Wi-Fi coverage: A single router can't deliver strong signal to every room in a 150m²+ home. Devices at the edges of coverage get slow speeds or intermittent connections. Smart home devices in garages, outdoor areas, or far bedrooms are particularly affected.
The fix isn't upgrading your broadband plan — it's upgrading your router or adding mesh nodes. A good Wi-Fi 6 router ($150–$250) handles 50+ devices without breaking a sweat. A mesh system ($300–$600) ensures coverage reaches every corner.
Optimising Your Network for Smart Home
Practical steps to get the most from your broadband with a device-heavy household:
Separate your IoT network: Create a separate Wi-Fi network (or use your guest network) for smart home devices. This isolates them from your primary devices, improves security, and prevents a misbehaving smart plug from affecting your laptop's connection.
Use 5GHz for high-bandwidth devices: Connect phones, laptops, streaming devices, and gaming consoles to the 5GHz band. Put IoT devices on 2.4GHz — they don't need the speed, and 2.4GHz has better range.
Wire what you can: Smart TVs, gaming consoles, desktop PCs, and streaming boxes should be on Ethernet if possible. Every device you take off Wi-Fi frees up wireless capacity for devices that need it.
Upgrade your router: If you're using an ISP-provided router from 2019 or earlier, a modern Wi-Fi 6 router will handle more devices more efficiently. Wi-Fi 6 was specifically designed for high-density device environments.
Consider a mesh system: For larger homes, mesh nodes extend coverage to every room.

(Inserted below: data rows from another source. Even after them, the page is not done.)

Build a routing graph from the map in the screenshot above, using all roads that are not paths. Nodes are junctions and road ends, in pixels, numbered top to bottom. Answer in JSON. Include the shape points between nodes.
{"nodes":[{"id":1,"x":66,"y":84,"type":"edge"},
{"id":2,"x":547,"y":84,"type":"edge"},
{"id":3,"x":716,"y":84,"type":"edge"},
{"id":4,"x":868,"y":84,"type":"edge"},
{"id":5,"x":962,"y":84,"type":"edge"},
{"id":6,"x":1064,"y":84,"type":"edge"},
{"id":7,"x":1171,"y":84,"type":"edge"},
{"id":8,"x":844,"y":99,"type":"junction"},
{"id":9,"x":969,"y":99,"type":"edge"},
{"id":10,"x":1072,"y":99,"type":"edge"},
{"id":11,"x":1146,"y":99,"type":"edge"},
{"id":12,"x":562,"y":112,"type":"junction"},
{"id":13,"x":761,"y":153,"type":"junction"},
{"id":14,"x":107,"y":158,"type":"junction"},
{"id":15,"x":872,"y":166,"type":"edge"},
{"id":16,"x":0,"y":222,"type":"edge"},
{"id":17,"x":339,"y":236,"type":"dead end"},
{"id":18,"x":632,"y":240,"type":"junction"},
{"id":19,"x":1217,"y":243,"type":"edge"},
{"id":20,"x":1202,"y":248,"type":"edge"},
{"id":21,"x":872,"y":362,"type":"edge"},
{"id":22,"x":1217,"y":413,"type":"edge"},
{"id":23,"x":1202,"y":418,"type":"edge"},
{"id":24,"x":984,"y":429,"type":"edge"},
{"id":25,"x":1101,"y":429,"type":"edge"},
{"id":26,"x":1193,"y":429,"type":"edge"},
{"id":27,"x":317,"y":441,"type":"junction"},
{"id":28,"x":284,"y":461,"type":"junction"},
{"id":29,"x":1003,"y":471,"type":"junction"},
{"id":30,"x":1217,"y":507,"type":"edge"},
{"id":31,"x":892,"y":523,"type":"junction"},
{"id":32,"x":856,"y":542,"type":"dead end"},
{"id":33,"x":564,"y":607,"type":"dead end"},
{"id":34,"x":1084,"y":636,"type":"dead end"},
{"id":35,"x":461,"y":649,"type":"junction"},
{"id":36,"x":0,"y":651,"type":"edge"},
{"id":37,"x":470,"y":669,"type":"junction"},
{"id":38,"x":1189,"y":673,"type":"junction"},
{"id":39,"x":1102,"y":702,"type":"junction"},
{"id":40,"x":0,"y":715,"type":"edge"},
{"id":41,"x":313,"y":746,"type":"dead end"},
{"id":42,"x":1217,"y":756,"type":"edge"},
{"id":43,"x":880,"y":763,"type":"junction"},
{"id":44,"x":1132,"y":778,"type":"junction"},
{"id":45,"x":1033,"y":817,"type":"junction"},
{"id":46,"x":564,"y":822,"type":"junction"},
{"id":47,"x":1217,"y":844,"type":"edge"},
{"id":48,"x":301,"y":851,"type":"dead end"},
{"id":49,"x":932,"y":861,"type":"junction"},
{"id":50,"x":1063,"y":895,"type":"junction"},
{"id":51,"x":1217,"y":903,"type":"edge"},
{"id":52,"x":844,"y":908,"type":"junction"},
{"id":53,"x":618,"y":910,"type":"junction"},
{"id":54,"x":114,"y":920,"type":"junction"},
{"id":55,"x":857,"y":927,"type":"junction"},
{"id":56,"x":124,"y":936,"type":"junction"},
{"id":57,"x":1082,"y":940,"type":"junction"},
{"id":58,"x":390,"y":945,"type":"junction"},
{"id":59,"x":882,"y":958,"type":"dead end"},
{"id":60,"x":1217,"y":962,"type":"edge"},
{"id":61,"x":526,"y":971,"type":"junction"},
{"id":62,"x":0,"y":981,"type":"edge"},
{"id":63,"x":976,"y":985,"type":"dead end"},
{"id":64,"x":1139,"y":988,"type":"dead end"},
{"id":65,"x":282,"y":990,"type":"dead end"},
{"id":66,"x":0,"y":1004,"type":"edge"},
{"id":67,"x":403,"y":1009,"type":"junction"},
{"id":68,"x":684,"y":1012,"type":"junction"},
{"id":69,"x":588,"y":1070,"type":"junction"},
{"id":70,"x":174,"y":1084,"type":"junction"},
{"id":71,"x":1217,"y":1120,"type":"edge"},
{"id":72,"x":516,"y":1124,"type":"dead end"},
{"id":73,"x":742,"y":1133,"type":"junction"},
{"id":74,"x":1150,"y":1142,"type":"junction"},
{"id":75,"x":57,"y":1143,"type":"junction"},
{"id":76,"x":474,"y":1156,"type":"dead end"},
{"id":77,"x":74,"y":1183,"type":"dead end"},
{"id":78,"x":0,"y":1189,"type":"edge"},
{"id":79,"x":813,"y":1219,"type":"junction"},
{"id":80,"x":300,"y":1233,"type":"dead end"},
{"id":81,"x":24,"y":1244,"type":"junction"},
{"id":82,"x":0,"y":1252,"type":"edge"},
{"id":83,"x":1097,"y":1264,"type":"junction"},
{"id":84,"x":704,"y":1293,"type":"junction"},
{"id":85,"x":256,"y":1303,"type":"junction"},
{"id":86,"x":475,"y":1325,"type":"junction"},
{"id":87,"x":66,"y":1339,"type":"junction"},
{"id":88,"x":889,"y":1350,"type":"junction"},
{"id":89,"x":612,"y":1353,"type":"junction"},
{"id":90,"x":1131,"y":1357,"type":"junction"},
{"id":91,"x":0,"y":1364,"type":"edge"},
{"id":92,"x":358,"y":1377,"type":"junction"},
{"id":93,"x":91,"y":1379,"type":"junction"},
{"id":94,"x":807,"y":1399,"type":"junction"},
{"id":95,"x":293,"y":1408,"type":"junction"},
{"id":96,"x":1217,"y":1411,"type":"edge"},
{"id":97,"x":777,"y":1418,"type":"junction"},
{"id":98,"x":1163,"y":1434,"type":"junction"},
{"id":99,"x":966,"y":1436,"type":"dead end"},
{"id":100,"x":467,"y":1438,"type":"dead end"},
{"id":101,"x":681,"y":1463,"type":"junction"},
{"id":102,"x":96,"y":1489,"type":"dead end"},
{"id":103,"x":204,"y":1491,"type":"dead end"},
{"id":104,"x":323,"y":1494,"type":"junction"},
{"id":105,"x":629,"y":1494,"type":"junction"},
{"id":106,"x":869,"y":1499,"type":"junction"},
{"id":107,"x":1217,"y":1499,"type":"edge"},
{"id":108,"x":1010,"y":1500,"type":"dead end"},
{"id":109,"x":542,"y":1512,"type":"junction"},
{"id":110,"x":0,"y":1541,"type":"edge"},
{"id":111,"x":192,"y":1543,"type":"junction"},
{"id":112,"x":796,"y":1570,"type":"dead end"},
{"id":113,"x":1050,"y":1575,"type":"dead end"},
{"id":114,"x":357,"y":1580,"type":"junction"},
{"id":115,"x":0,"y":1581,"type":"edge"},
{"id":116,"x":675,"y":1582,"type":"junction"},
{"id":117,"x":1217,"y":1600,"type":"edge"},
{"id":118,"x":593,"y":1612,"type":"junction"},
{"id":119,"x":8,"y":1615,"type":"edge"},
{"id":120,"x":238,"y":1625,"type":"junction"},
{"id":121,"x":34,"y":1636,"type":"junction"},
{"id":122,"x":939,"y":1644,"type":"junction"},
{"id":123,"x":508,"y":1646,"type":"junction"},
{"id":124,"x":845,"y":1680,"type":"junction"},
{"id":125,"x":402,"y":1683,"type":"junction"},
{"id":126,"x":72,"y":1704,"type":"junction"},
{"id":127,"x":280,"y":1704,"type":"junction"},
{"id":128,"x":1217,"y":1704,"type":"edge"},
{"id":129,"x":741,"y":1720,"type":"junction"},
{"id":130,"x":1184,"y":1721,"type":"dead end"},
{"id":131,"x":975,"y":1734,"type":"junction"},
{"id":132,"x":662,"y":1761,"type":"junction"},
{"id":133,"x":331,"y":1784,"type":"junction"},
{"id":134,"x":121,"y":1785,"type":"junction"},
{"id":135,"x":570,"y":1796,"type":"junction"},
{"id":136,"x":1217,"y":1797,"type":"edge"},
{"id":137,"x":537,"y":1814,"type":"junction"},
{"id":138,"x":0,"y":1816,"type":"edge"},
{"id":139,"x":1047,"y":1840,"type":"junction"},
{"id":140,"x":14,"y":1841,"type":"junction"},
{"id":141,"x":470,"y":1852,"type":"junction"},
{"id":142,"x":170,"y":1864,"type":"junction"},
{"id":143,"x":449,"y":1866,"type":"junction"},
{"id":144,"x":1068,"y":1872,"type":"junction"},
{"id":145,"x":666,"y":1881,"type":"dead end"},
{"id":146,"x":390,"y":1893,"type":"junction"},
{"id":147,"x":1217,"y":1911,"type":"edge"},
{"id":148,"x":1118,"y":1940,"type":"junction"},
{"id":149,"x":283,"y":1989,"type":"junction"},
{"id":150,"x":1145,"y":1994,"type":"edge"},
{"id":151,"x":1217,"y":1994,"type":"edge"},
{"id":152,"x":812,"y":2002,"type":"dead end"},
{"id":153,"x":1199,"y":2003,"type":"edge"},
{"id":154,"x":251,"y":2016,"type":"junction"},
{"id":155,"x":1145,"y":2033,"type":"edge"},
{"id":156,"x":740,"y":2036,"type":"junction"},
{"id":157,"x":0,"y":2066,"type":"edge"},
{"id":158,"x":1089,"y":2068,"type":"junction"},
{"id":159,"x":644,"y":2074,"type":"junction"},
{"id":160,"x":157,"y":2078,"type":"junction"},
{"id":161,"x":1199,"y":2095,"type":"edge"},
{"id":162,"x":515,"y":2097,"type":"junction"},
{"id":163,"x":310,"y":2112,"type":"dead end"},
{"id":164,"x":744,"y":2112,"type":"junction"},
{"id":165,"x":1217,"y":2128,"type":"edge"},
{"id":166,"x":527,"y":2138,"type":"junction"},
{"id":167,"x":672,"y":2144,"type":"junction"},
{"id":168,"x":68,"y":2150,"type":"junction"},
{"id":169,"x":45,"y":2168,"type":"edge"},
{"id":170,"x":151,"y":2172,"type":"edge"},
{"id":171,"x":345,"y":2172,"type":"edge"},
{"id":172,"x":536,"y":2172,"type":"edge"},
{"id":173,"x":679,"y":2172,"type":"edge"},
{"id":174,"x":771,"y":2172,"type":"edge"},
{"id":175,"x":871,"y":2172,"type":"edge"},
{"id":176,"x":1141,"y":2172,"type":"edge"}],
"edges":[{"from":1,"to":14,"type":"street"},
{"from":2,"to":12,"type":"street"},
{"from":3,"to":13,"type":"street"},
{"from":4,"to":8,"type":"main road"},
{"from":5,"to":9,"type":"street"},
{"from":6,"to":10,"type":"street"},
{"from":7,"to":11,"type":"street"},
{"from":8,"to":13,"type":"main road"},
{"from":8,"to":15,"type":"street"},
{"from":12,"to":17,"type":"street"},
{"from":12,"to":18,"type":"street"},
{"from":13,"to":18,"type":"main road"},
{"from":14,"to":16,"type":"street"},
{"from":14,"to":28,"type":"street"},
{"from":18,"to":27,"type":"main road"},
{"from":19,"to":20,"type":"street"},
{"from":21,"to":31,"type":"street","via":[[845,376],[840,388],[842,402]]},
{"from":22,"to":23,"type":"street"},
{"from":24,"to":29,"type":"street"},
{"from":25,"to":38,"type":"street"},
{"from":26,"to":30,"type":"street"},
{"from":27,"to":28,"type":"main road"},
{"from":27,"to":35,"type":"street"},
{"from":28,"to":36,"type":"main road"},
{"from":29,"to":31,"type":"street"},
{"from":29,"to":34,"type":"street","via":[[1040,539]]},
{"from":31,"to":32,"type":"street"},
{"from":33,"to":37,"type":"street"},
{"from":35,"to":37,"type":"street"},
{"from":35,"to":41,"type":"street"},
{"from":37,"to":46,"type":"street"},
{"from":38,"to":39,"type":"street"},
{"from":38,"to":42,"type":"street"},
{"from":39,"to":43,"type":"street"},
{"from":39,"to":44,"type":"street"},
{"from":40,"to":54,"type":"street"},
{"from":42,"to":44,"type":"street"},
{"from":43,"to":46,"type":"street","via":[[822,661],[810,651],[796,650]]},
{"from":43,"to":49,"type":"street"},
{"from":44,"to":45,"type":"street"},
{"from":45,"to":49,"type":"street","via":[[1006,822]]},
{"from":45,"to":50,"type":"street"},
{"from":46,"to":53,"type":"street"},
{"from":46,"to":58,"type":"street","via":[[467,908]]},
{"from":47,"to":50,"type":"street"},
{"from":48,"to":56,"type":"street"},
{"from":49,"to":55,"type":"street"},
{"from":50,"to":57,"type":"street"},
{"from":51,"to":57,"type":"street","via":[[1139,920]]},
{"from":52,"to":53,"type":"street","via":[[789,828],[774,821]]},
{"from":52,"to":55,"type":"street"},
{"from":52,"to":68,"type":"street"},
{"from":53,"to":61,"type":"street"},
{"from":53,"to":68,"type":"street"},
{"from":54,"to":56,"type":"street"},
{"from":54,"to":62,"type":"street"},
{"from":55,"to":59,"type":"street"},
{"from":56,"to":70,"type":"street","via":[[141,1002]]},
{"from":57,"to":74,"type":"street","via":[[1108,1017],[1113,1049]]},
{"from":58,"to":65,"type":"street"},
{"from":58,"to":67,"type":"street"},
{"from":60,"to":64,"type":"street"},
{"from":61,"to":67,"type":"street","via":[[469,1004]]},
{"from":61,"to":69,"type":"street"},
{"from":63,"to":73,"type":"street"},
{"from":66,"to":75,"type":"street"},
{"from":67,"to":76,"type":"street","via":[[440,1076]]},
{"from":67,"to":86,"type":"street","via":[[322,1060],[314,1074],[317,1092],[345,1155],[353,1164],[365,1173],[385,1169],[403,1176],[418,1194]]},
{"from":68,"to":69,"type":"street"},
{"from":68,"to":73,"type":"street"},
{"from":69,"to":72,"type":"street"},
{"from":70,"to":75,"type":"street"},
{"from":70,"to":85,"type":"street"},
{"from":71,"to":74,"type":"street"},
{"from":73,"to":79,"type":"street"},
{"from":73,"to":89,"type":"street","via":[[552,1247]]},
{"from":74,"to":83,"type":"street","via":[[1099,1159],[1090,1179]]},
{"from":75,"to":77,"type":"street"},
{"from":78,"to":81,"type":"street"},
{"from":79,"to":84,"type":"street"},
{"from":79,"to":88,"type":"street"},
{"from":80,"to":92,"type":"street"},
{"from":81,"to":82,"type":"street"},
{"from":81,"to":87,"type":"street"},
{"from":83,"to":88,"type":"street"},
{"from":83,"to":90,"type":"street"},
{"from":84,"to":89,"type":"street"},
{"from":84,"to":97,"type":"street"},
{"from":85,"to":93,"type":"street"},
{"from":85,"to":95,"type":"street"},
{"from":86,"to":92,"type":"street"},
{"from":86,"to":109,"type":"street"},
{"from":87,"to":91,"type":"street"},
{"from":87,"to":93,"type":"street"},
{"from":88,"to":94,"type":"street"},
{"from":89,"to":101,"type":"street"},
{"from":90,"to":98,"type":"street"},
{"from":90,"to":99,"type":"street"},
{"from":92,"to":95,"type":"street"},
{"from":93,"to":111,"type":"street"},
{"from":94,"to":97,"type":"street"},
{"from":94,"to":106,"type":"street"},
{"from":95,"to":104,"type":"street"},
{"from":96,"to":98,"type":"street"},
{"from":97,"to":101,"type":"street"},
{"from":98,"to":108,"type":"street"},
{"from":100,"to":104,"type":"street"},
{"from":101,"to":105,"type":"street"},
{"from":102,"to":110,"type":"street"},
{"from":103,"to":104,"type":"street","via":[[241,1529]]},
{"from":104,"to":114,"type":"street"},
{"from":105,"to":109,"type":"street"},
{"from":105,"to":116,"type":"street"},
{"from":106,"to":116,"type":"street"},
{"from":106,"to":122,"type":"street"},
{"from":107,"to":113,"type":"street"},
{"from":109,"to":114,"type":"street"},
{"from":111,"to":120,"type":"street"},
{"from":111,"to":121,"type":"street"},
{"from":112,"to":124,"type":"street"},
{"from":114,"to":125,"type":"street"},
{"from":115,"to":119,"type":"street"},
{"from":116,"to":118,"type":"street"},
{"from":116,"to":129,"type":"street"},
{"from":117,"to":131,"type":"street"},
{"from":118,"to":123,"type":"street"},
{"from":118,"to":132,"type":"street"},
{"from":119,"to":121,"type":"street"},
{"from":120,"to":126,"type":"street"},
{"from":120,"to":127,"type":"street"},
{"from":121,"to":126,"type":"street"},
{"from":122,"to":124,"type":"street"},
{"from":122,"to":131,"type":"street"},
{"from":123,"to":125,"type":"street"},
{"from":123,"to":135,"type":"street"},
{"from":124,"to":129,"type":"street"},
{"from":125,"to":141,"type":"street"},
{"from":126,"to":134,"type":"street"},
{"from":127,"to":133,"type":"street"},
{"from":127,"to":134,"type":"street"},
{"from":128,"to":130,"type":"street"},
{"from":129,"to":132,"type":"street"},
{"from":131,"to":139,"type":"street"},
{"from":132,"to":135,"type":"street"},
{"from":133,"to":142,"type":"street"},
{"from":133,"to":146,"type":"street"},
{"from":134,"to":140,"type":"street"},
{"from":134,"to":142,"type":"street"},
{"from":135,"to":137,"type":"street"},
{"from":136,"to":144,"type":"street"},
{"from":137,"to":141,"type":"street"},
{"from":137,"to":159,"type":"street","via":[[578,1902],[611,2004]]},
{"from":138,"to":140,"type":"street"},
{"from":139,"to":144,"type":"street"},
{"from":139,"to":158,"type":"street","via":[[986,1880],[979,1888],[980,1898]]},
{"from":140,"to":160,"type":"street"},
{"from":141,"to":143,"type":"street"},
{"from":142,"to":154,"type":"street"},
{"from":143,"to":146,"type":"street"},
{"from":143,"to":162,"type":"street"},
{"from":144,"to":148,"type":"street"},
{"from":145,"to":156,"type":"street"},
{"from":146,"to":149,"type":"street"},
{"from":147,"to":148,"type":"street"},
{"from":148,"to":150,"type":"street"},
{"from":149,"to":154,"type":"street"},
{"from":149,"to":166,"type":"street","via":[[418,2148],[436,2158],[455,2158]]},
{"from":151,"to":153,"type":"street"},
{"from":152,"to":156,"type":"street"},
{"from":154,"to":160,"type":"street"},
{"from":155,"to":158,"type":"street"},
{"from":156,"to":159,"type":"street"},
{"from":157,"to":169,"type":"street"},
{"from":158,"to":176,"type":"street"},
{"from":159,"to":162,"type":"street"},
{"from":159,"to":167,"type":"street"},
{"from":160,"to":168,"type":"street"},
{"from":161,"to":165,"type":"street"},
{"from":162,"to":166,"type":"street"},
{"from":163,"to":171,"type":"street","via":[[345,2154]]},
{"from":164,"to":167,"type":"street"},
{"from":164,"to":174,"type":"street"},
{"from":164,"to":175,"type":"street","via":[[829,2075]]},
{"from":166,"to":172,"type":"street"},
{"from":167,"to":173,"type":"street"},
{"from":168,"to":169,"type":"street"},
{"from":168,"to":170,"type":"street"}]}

Many mesh systems (like TP-Link Deco or Google Nest Wifi) also include built-in IoT network separation.
What Plan Do You Actually Need?
For most smart homes, the answer is simpler than you think:
Fibre 100 (100/20 Mbps): Handles a household of 1–3 people with 15–25 devices comfortably. Covers multiple streams, video calls, IoT devices, and general browsing without issues. The upload speed (20 Mbps) can get tight if you have multiple cloud-connected cameras.
Fibre 500 (500/100 Mbps): The sweet spot for smart home power users — 4+ people, 25+ devices, multiple security cameras, heavy simultaneous usage. The 100 Mbps upload is the real upgrade here, giving plenty of headroom for camera uploads and video calls.
Fibre 900 or Hyperfibre: Only if you have an exceptionally device-heavy home (50+ devices), multiple 4K security cameras, and several people working from home simultaneously. For the vast majority of smart homes, this is overkill.
Remember: invest in your Wi-Fi setup (router, mesh, Ethernet) before upgrading your broadband plan. A $200 router upgrade often solves problems that a $30/month plan upgrade won't — because the bottleneck was never the fibre connection in the first place.